Prior to that time, Petitioner may have expressed qualms about living in the United States, but there was no credible evidence of record that he definitively objected to living in the United States or the children remaining in the United States. It was not until early June 2003, after he returned from his trip to Argentina, that he insisted the children go back to Argentina with him. Respondent refused, telling the Petitioner that the children would remain with her in the United States. A confrontation erupted that resulted in the Petitioner leaving the house immediately and leaving the country the next day without his children. At that time, the marriage for all practical  purposes ended. And it was at that time that a retention could be said to  have occurred. That being the case, the issue is what was the habitual  residence of the children immediately prior to early June 2003.

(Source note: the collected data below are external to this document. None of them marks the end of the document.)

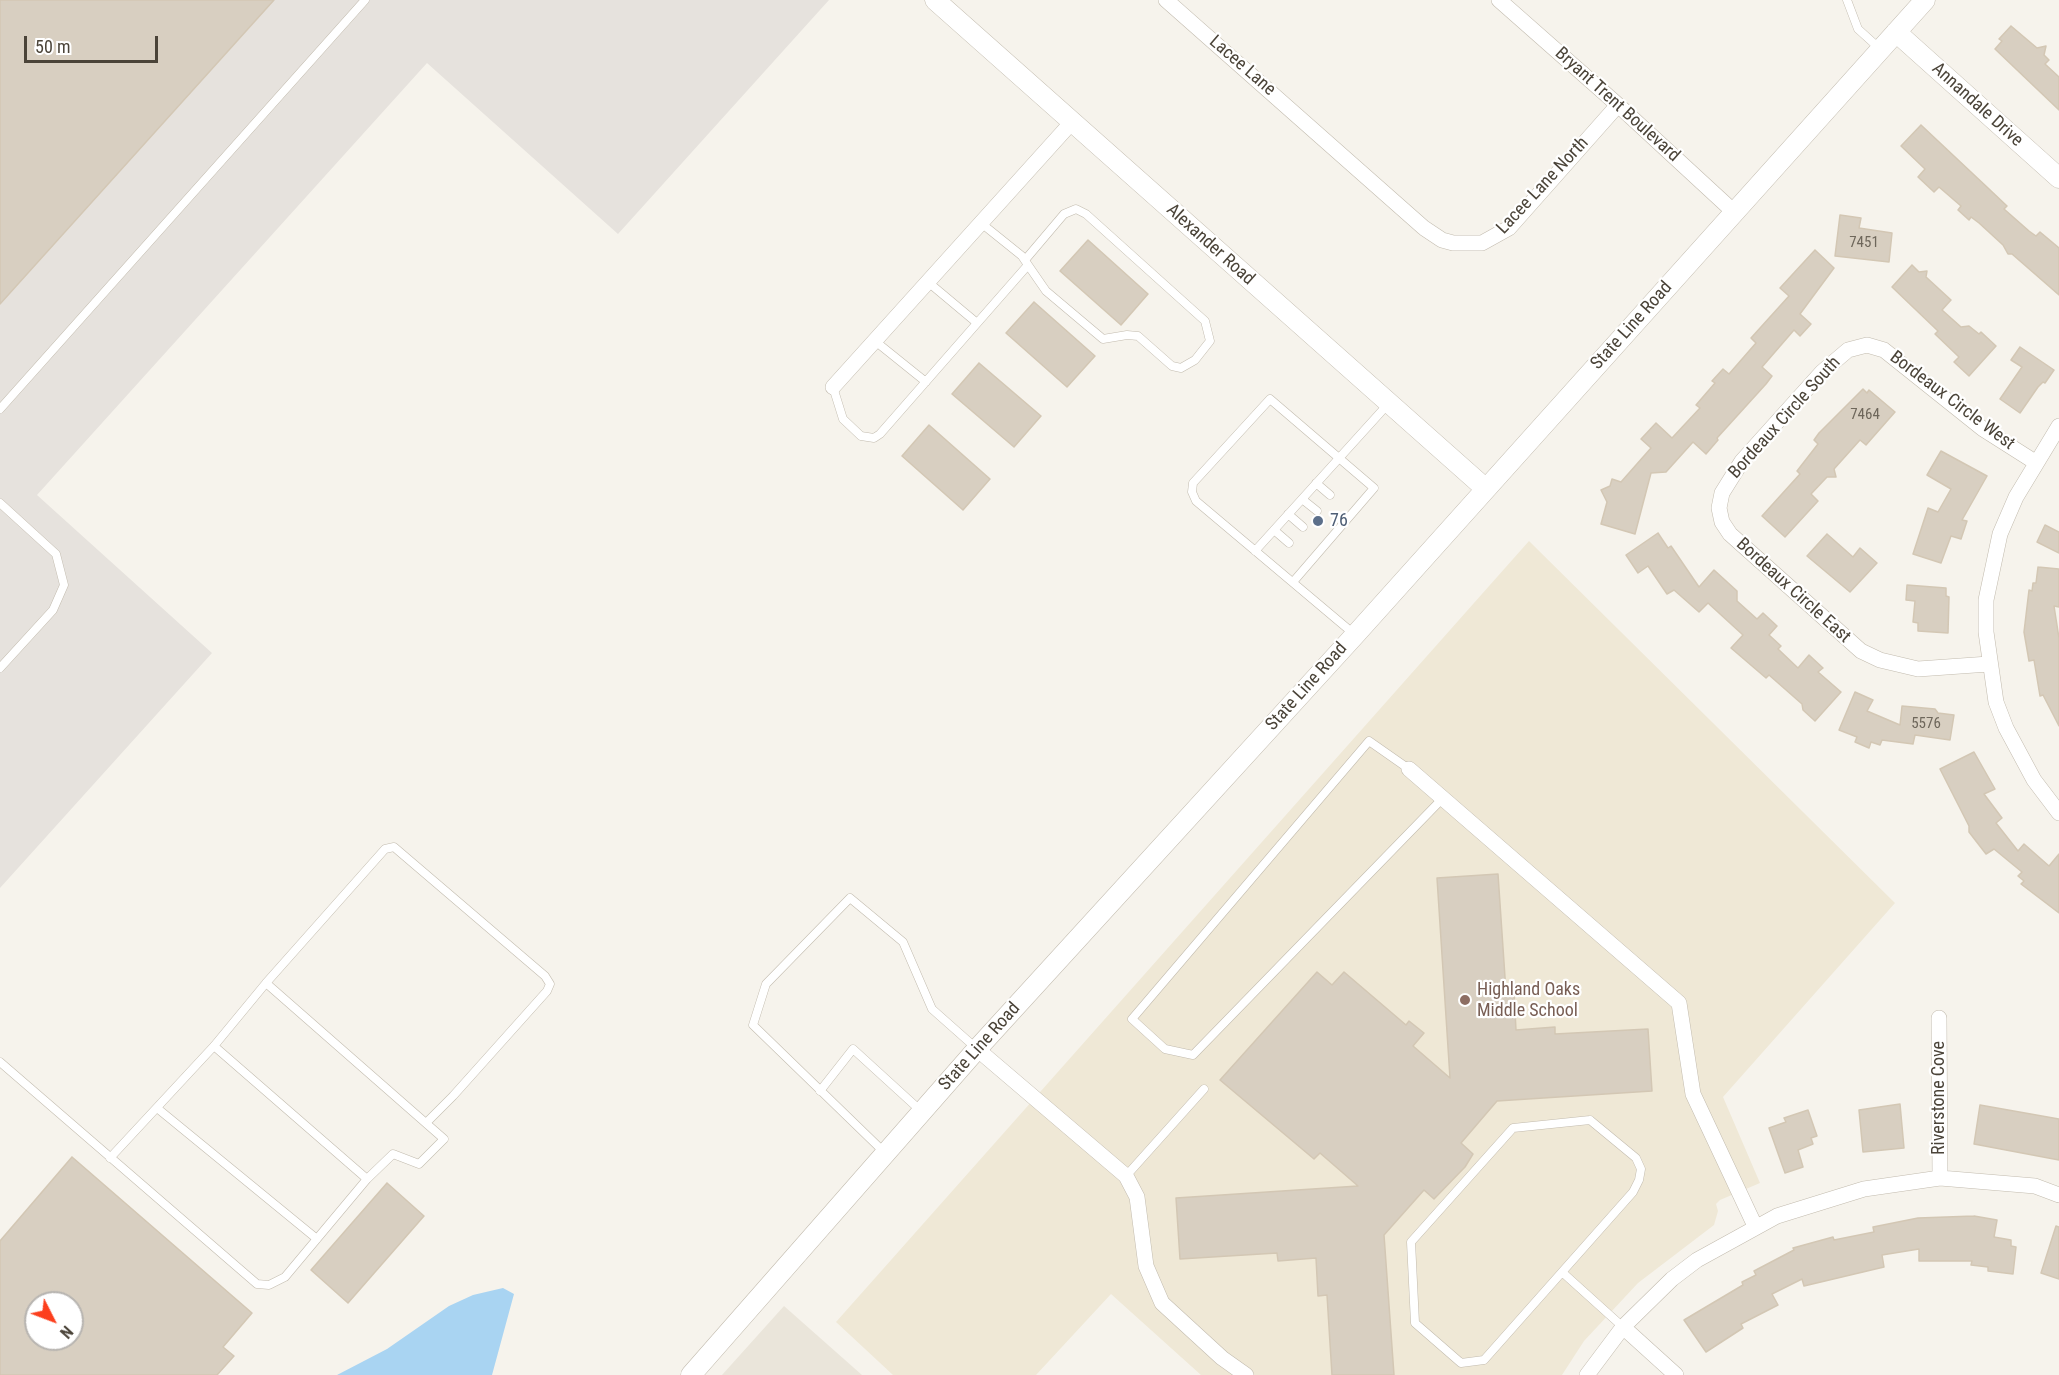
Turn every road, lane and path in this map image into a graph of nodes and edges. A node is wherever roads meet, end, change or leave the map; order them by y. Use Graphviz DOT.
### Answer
graph roads {
  1 [pos="365,0"];
  2 [pos="935,0"];
  3 [pos="1166,0"];
  4 [pos="1499,0"];
  5 [pos="1847,0"];
  6 [pos="1924,0"];
  7 [pos="1896,32"];
  8 [pos="1880,49"];
  9 [pos="1618,105"];
  10 [pos="1072,122"];
  11 [pos="1317,132"];
  12 [pos="2059,178"];
  13 [pos="1734,212"];
  14 [pos="981,223"];
  15 [pos="1026,262"];
  16 [pos="928,282"];
  17 [pos="977,323"];
  18 [pos="875,341"];
  19 [pos="1867,345"];
  20 [pos="926,382"];
  21 [pos="833,387"];
  22 [pos="1389,403"];
  23 [pos="0,409"];
  24 [pos="2059,426"];
  25 [pos="1339,458"];
  26 [pos="2035,462"];
  27 [pos="1316,483"];
  28 [pos="1486,489"];
  29 [pos="1330,495"];
  30 [pos="1302,499"];
  31 [pos="0,503"];
  32 [pos="1345,507"];
  33 [pos="1719,508"];
  34 [pos="1317,511"];
  35 [pos="1352,513"];
  36 [pos="1288,514"];
  37 [pos="1303,526"];
  38 [pos="1274,530"];
  39 [pos="1289,543"];
  40 [pos="1256,551"];
  41 [pos="1293,582"];
  42 [pos="1355,634"];
  43 [pos="1989,664"];
  44 [pos="0,668"];
  45 [pos="1409,769"];
  46 [pos="1443,798"];
  47 [pos="2059,813"];
  48 [pos="266,983"];
  49 [pos="1939,1018"];
  50 [pos="214,1046"];
  51 [pos="977,1049"];
  52 [pos="0,1062"];
  53 [pos="1204,1089"];
  54 [pos="820,1091"];
  55 [pos="157,1108"];
  56 [pos="922,1112"];
  57 [pos="426,1123"];
  58 [pos="885,1154"];
  59 [pos="110,1158"];
  60 [pos="1126,1176"];
  61 [pos="1940,1178"];
  62 [pos="367,1179"];
  63 [pos="2059,1195"];
  64 [pos="1755,1226"];
  65 [pos="317,1239"];
  66 [pos="1562,1272"];
  67 [pos="1623,1327"];
  68 [pos="691,1375"];
  69 [pos="1246,1375"];
  70 [pos="1587,1375"];
  71 [pos="1676,1375"];
  1 -- 23 [label="lane"];
  2 -- 10 [label="street, Alexander Road"];
  3 -- 11 [label="street, Lacee Lane"];
  4 -- 9 [label="street, Bryant Trent Boulevard"];
  5 -- 8 [label="lane"];
  6 -- 7 [label="street, State Line Road"];
  7 -- 8 [label="street, State Line Road"];
  7 -- 12 [label="street, Annandale Drive"];
  8 -- 13 [label="street, State Line Road"];
  9 -- 11 [label="street, Lacee Lane North"];
  9 -- 13 [label="street, Bryant Trent Boulevard"];
  10 -- 14 [label="street"];
  10 -- 22 [label="street, Alexander Road"];
  13 -- 28 [label="street, State Line Road"];
  14 -- 15 [label="lane"];
  14 -- 16 [label="street"];
  15 -- 15 [label="lane"];
  15 -- 17 [label="lane"];
  16 -- 17 [label="lane"];
  16 -- 18 [label="street"];
  17 -- 20 [label="lane"];
  18 -- 20 [label="lane"];
  18 -- 21 [label="street"];
  19 -- 26 [label="street, Bordeaux Circle West"];
  19 -- 33 [label="street, Bordeaux Circle South"];
  20 -- 21 [label="lane"];
  22 -- 25 [label="lane"];
  22 -- 28 [label="street, Alexander Road"];
  24 -- 26 [label="street"];
  25 -- 27 [label="lane"];
  25 -- 35 [label="lane"];
  25 -- 40 [label="lane"];
  26 -- 43 [label="street"];
  27 -- 29 [label="lane"];
  27 -- 30 [label="lane"];
  28 -- 42 [label="street, State Line Road"];
  30 -- 34 [label="lane"];
  30 -- 36 [label="lane"];
  31 -- 44 [label="lane"];
  32 -- 35 [label="lane"];
  33 -- 43 [label="street, Bordeaux Circle East"];
  35 -- 41 [label="lane"];
  36 -- 37 [label="lane"];
  36 -- 38 [label="lane"];
  38 -- 39 [label="lane"];
  38 -- 40 [label="lane"];
  40 -- 41 [label="lane"];
  41 -- 42 [label="lane"];
  42 -- 51 [label="street, State Line Road"];
  43 -- 47 [label="street"];
  45 -- 46 [label="street"];
  45 -- 46 [label="lane"];
  46 -- 64 [label="street"];
  48 -- 50 [label="lane"];
  48 -- 57 [label="lane"];
  48 -- 57 [label="lane"];
  49 -- 61 [label="street, Riverstone Cove"];
  50 -- 55 [label="lane"];
  50 -- 62 [label="lane"];
  51 -- 54 [label="lane"];
  51 -- 56 [label="street, State Line Road"];
  51 -- 60 [label="street"];
  52 -- 59 [label="lane"];
  53 -- 60 [label="lane"];
  54 -- 56 [label="lane"];
  54 -- 58 [label="lane"];
  55 -- 59 [label="lane"];
  55 -- 65 [label="lane"];
  56 -- 58 [label="street, State Line Road"];
  57 -- 62 [label="lane"];
  58 -- 68 [label="street, State Line Road"];
  59 -- 65 [label="lane"];
  60 -- 69 [label="street"];
  61 -- 63 [label="street"];
  61 -- 64 [label="street"];
  62 -- 65 [label="lane"];
  64 -- 67 [label="street"];
  66 -- 66 [label="lane"];
  66 -- 67 [label="lane"];
  67 -- 70 [label="street"];
  67 -- 71 [label="street"];
}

The court noted that in Whiting v. Krassner, 391 F.3d 540 (3d Cir.2004), the Third Circuit discussed the three broad categories of fact patterns that give rise to cases under the Hague Convention where habitual residence is an issue. The three categories are: (1) "the situation in which the court finds that the family as a unit has translocated and 'manifested a settled purpose to  change its habitual residence, despite the fact that one parent may have had qualms about the move' "; (2) the situation in which the "petitioning parent  initially agreed to allow the child to stay abroad for an indefinite  duration"; and (3) the situation where "the child's initial move from an  established habitual residence was clearly intended to be for a specific, limited duration." This case most closely resembled the first category. As the Third Circuit recognized, cases falling within that category usually lead courts to find a change of habitual residence. The determination of a child's habitual residence is informed by the circumstances surrounding the child's living environment prior to retention  and the parents' shared intentions (or purpose) regarding their child's  presence there. Addressing the latter factor first, a settled purpose need not be an intent to remain in a location permanently; rather, it is sufficient if the purpose is to remain in a location for a limited period of time. Here, the evidence of record demonstrated the parties' shared purpose was to discard Argentina as the habitual residence, and at least for a limited period of time, acquire a new habitual residence in the United States. The parties' actions demonstrated a clear and settled purpose to establish a residence in the United States. Although they moved to the United States on a conditional rather than permanent basis, that does not diminish the clear parties' settled intention.